_To do_
Lines containing "change" should be pulled from the material below.

_Source data_
»»

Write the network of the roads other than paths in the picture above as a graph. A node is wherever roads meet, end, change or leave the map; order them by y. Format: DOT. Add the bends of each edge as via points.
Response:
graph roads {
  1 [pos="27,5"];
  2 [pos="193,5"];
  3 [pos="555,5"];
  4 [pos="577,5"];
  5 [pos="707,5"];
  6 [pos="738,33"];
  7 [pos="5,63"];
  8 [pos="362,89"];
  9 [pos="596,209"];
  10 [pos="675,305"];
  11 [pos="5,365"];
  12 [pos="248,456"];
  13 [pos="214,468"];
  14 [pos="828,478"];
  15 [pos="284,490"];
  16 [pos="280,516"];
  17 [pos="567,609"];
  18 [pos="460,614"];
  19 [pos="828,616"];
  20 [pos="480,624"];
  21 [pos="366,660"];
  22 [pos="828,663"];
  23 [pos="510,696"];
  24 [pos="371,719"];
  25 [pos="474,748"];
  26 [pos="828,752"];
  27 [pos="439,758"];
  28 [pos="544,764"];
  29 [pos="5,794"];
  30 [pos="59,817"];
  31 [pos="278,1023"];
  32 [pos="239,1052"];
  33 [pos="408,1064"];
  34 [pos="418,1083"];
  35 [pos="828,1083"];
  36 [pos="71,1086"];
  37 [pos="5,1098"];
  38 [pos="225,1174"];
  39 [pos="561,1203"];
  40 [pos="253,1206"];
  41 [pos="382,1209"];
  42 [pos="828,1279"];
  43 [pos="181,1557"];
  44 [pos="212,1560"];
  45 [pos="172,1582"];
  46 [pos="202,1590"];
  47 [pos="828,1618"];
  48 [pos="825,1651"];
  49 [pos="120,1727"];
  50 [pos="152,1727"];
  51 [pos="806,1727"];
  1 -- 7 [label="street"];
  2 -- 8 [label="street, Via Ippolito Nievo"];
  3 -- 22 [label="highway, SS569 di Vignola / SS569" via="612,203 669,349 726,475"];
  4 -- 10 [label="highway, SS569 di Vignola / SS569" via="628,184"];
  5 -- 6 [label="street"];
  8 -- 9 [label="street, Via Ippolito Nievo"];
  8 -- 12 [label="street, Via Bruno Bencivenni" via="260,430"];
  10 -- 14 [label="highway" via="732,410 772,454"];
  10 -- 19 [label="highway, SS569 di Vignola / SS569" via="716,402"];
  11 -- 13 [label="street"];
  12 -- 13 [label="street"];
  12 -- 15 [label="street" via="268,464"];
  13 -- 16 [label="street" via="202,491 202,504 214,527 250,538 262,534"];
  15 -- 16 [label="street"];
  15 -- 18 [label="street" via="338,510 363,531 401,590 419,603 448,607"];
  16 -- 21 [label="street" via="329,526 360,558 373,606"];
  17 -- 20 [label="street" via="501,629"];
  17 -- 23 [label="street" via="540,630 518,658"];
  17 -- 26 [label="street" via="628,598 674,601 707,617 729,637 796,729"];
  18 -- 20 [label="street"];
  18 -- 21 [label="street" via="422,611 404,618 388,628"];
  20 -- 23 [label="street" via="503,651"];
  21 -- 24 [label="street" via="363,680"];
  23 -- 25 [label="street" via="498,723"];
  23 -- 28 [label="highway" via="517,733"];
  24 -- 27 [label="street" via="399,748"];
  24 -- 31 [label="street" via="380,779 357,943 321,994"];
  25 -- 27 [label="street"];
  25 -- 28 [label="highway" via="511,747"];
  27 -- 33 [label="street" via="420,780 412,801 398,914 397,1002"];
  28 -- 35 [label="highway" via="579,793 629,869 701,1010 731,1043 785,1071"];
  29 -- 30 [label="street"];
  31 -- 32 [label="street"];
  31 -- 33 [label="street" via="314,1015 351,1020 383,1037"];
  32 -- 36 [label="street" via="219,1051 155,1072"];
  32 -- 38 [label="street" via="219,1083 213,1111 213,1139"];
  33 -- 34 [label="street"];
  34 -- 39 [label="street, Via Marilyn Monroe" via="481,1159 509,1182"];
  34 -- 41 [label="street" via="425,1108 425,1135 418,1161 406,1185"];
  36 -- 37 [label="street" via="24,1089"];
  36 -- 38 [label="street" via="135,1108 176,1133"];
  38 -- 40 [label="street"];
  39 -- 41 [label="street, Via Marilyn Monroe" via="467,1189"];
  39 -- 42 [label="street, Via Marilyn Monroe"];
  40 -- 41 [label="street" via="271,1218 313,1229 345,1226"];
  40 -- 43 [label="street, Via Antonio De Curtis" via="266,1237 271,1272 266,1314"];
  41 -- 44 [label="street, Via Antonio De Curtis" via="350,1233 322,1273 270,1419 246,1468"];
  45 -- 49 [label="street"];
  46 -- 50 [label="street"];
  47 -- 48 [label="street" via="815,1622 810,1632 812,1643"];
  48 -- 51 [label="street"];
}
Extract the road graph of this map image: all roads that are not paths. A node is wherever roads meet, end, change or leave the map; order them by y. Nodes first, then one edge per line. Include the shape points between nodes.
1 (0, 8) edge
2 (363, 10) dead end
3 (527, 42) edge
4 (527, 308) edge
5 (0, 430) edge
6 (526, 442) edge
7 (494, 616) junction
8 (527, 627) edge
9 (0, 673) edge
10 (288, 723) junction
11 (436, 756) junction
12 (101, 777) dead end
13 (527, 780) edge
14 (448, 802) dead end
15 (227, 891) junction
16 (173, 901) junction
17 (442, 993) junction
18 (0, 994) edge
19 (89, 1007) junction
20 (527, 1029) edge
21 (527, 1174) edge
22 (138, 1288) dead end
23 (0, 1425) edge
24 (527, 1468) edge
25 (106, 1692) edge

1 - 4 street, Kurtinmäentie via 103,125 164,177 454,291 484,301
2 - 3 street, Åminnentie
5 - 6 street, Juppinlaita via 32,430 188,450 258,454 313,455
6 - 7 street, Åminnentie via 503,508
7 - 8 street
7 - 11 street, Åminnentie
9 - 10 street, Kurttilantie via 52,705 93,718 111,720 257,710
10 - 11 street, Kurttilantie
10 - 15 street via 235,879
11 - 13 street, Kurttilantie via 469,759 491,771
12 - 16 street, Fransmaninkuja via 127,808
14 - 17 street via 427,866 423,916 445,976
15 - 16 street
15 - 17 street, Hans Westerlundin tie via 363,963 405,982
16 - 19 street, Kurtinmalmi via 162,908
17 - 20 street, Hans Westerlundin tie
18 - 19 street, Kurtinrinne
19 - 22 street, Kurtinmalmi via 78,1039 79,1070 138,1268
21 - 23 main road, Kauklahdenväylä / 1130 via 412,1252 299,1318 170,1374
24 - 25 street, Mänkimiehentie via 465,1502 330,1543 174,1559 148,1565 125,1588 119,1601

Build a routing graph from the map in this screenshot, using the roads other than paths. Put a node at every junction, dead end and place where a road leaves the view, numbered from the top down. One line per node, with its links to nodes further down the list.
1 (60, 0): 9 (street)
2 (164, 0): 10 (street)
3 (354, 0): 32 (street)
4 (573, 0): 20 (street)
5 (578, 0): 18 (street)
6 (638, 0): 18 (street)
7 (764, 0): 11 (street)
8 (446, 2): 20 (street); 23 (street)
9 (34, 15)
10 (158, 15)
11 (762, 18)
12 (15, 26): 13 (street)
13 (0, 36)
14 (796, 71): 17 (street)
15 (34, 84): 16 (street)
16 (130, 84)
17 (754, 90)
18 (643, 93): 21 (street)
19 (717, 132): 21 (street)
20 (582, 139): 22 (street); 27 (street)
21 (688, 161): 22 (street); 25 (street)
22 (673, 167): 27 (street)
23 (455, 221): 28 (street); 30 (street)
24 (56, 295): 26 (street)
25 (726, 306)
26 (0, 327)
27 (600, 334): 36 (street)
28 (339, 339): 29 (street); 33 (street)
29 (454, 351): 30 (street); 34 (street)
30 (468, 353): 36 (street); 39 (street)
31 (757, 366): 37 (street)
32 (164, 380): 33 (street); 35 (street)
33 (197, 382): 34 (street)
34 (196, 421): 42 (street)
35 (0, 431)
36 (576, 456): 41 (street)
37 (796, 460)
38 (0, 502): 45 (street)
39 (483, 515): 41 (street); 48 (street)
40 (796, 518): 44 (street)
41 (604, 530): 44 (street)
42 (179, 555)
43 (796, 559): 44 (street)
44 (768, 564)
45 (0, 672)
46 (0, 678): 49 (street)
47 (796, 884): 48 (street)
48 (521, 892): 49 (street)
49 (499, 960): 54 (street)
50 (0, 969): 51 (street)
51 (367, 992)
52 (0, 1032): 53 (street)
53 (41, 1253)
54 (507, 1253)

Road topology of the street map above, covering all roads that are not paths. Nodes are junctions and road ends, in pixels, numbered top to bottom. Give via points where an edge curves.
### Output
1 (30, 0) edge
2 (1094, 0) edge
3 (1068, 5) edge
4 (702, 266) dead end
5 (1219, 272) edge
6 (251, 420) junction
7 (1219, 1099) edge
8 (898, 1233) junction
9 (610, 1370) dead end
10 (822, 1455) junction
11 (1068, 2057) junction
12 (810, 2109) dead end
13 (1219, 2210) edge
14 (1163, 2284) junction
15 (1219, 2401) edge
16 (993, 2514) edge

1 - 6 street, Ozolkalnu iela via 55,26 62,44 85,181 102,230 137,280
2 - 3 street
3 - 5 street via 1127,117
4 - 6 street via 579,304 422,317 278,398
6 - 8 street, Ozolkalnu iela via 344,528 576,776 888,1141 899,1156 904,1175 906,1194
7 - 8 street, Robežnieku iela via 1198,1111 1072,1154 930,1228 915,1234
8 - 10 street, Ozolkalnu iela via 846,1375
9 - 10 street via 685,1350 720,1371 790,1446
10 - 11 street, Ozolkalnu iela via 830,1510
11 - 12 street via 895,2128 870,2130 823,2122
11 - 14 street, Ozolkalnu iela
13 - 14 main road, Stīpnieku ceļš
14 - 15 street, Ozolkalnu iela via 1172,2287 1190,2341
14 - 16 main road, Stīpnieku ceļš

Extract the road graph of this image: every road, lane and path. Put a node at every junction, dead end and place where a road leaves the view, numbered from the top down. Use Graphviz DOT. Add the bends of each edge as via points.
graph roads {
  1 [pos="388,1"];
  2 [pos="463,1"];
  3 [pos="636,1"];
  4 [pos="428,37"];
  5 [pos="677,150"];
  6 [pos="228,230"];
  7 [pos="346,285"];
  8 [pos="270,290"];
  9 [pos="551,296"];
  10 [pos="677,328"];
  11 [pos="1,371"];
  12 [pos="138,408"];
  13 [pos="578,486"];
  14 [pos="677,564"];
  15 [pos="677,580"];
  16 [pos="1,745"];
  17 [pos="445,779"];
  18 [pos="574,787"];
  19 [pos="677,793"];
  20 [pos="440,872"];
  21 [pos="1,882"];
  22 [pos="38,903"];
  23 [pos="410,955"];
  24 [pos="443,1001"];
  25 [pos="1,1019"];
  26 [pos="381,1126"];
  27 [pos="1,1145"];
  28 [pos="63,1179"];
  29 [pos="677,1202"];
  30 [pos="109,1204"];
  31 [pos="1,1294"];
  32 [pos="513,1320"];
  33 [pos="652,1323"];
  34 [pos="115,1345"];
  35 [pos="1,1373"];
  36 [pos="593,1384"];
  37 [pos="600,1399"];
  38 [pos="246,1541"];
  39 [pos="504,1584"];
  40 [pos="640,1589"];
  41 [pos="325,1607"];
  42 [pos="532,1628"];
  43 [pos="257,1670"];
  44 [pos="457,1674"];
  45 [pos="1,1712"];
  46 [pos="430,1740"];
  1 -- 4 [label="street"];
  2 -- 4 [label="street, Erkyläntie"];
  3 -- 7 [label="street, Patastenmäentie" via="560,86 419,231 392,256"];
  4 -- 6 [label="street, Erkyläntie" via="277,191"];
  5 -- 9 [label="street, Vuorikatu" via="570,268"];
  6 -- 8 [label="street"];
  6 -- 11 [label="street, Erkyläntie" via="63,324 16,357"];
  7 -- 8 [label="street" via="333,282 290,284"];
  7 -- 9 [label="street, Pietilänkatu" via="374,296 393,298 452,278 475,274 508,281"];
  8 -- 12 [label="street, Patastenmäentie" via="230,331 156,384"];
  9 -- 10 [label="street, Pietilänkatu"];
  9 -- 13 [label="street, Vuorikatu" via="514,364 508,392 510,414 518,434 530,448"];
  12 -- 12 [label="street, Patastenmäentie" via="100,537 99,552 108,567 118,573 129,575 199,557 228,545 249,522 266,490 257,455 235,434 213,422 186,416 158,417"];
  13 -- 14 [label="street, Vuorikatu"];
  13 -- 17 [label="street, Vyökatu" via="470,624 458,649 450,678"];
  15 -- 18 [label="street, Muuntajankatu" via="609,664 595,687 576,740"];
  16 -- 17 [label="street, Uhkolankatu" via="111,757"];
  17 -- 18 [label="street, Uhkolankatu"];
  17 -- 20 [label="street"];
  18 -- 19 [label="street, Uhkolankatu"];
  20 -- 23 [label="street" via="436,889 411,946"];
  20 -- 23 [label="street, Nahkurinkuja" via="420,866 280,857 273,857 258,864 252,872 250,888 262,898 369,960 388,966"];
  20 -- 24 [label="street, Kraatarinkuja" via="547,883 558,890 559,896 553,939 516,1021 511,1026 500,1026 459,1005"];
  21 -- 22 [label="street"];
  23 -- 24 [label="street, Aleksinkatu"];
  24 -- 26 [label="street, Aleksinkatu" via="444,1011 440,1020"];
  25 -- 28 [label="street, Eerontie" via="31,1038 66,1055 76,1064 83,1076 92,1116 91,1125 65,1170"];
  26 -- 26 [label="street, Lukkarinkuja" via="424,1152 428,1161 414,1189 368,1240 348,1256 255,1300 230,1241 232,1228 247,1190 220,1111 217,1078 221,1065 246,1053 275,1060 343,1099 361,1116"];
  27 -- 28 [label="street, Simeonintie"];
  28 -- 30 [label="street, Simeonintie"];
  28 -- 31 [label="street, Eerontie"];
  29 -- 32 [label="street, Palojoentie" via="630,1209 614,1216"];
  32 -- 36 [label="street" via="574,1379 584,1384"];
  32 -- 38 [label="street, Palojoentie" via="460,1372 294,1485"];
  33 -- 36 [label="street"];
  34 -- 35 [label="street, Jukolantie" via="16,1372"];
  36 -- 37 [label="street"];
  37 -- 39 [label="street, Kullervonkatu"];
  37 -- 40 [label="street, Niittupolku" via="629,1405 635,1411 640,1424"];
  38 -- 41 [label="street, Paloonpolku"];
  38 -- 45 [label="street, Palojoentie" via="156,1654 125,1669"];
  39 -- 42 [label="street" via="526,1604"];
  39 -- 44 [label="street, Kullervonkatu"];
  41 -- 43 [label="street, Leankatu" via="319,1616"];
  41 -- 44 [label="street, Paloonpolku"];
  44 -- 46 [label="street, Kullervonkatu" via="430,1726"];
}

««

_Expected answer_
Write the network of the roads other than paths in the picture above as a graph. A node is wherever roads meet, end, change or leave the map; order them by y. Format: DOT. Add the bends of each edge as via points.
Extract the road graph of this map image: all roads that are not paths. A node is wherever roads meet, end, change or leave the map; order them by y. Nodes first, then one edge per line. Include the shape points between nodes.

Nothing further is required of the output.